Exercise goal: Print every entry again exactly, with no pictures.

Supplied material:
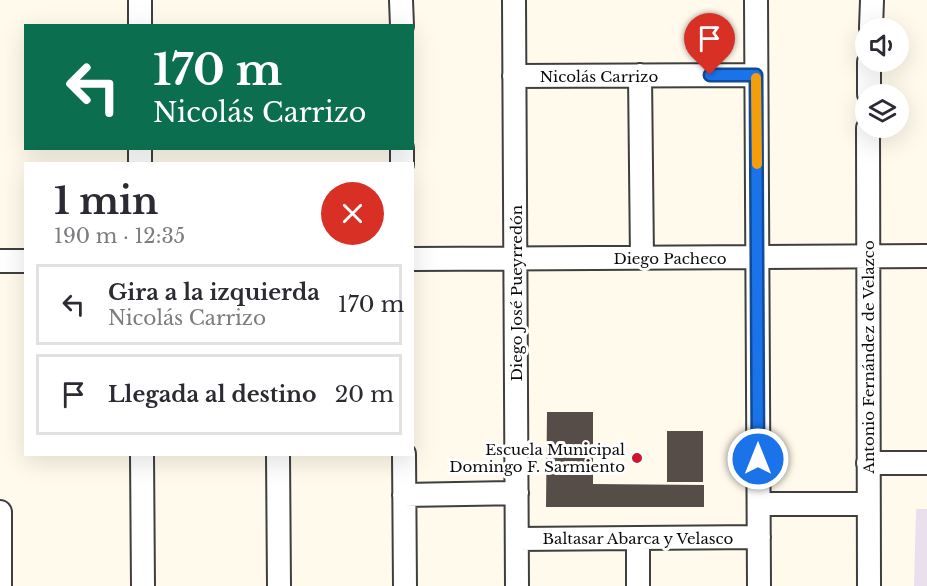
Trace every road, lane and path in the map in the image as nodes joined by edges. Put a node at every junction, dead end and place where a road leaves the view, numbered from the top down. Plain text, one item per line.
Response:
1 (140, 0) edge
2 (401, 0) edge
3 (514, 0) edge
4 (756, 0) edge
5 (872, 0) edge
6 (871, 18) edge
7 (140, 24) edge
8 (402, 24) edge
9 (640, 75) junction
10 (756, 75) junction
11 (514, 76) junction
12 (868, 138) edge
13 (867, 256) junction
14 (927, 256) edge
15 (757, 257) junction
16 (515, 258) junction
17 (642, 258) junction
18 (414, 259) edge
19 (0, 261) edge
20 (24, 261) edge
21 (142, 456) edge
22 (278, 456) edge
23 (404, 456) edge
24 (868, 463) junction
25 (927, 463) edge
26 (517, 493) junction
27 (404, 495) junction
28 (759, 504) junction
29 (868, 504) junction
30 (0, 512) edge
31 (759, 537) junction
32 (638, 538) junction
33 (517, 539) junction
34 (0, 586) edge
35 (143, 586) edge
36 (279, 586) edge
37 (405, 586) edge
38 (517, 586) edge
39 (639, 586) edge
40 (759, 586) edge
41 (869, 586) edge

1 - 7 street
2 - 8 street
3 - 11 street, Diego José Pueyrredón
4 - 10 street
5 - 6 street
9 - 10 street, Nicolás Carrizo
9 - 11 street, Nicolás Carrizo
9 - 17 street
10 - 15 street
11 - 16 street, Diego José Pueyrredón
12 - 13 street, Antonio Fernández de Velazco
13 - 14 street, Diego Pacheco
13 - 15 street, Diego Pacheco
13 - 24 street, Antonio Fernández de Velazco
15 - 17 street, Diego Pacheco
15 - 28 street
16 - 17 street, Diego Pacheco
16 - 18 street, Diego Pacheco
16 - 26 street, Diego José Pueyrredón
19 - 20 street
21 - 35 street
22 - 36 street
23 - 27 street
24 - 25 street
24 - 29 street, Antonio Fernández de Velazco
26 - 27 street
26 - 33 street, Diego José Pueyrredón
27 - 37 street
28 - 29 street
28 - 31 street
29 - 41 street, Antonio Fernández de Velazco
30 - 34 street
31 - 32 street, Baltasar Abarca y Velasco
31 - 40 street
32 - 33 street, Baltasar Abarca y Velasco
32 - 39 street
33 - 38 street, Diego José Pueyrredón

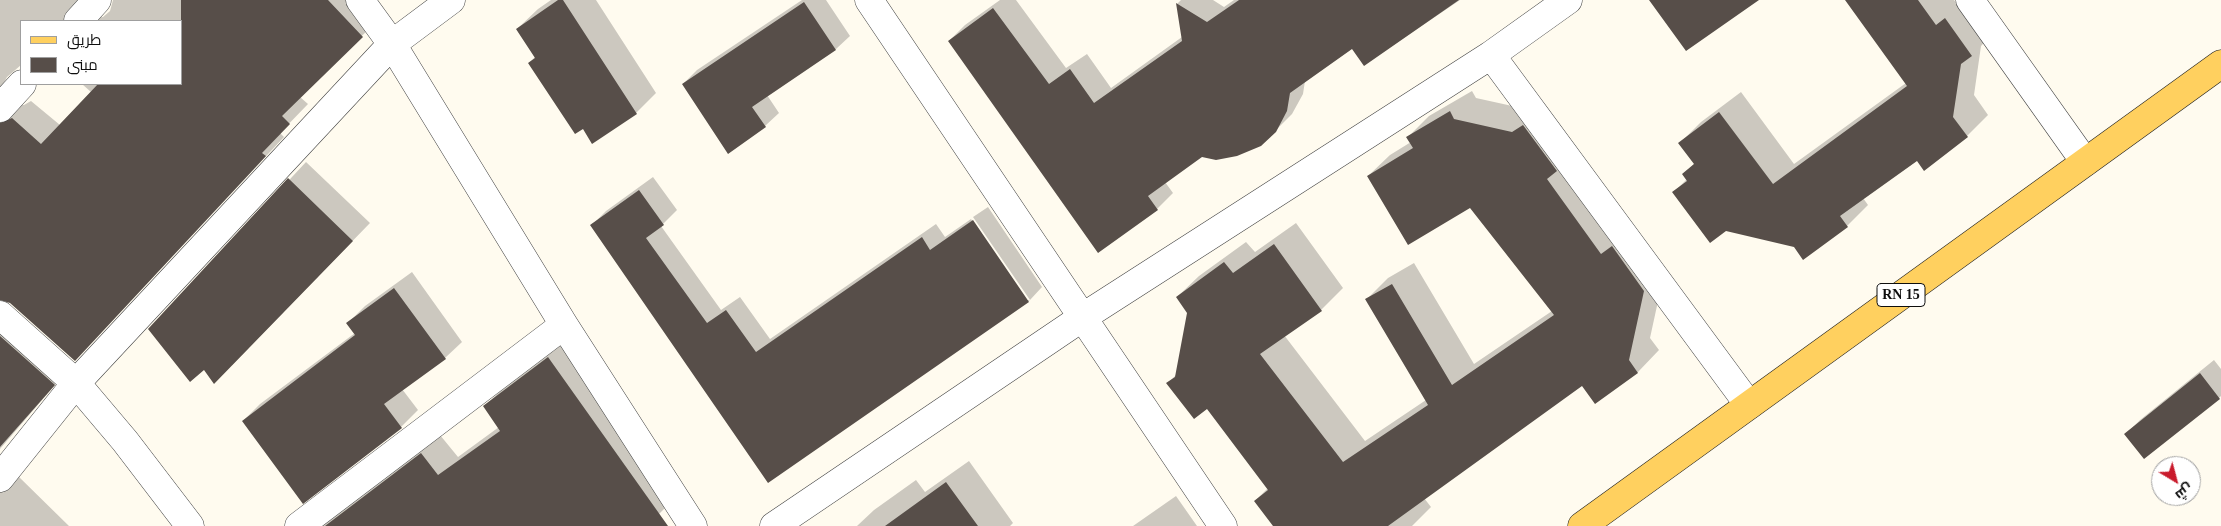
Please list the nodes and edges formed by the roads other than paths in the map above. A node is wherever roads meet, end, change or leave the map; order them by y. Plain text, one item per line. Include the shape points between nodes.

Task solution:
Trace every road, lane and path in the map in the image as nodes joined by edges. Put a node at every junction, dead end and place where a road leaves the view, numbered from the top down. Plain text, one item per line.
Response:
1 (140, 0) edge
2 (401, 0) edge
3 (514, 0) edge
4 (756, 0) edge
5 (872, 0) edge
6 (871, 18) edge
7 (140, 24) edge
8 (402, 24) edge
9 (640, 75) junction
10 (756, 75) junction
11 (514, 76) junction
12 (868, 138) edge
13 (867, 256) junction
14 (927, 256) edge
15 (757, 257) junction
16 (515, 258) junction
17 (642, 258) junction
18 (414, 259) edge
19 (0, 261) edge
20 (24, 261) edge
21 (142, 456) edge
22 (278, 456) edge
23 (404, 456) edge
24 (868, 463) junction
25 (927, 463) edge
26 (517, 493) junction
27 (404, 495) junction
28 (759, 504) junction
29 (868, 504) junction
30 (0, 512) edge
31 (759, 537) junction
32 (638, 538) junction
33 (517, 539) junction
34 (0, 586) edge
35 (143, 586) edge
36 (279, 586) edge
37 (405, 586) edge
38 (517, 586) edge
39 (639, 586) edge
40 (759, 586) edge
41 (869, 586) edge

1 - 7 street
2 - 8 street
3 - 11 street, Diego José Pueyrredón
4 - 10 street
5 - 6 street
9 - 10 street, Nicolás Carrizo
9 - 11 street, Nicolás Carrizo
9 - 17 street
10 - 15 street
11 - 16 street, Diego José Pueyrredón
12 - 13 street, Antonio Fernández de Velazco
13 - 14 street, Diego Pacheco
13 - 15 street, Diego Pacheco
13 - 24 street, Antonio Fernández de Velazco
15 - 17 street, Diego Pacheco
15 - 28 street
16 - 17 street, Diego Pacheco
16 - 18 street, Diego Pacheco
16 - 26 street, Diego José Pueyrredón
19 - 20 street
21 - 35 street
22 - 36 street
23 - 27 street
24 - 25 street
24 - 29 street, Antonio Fernández de Velazco
26 - 27 street
26 - 33 street, Diego José Pueyrredón
27 - 37 street
28 - 29 street
28 - 31 street
29 - 41 street, Antonio Fernández de Velazco
30 - 34 street
31 - 32 street, Baltasar Abarca y Velasco
31 - 40 street
32 - 33 street, Baltasar Abarca y Velasco
32 - 39 street
33 - 38 street, Diego José Pueyrredón

Please list the nodes and edges formed by the roads other than paths in the map above. A node is wherever roads meet, end, change or leave the map; order them by y. Plain text, one item per line. Include the shape points between nodes.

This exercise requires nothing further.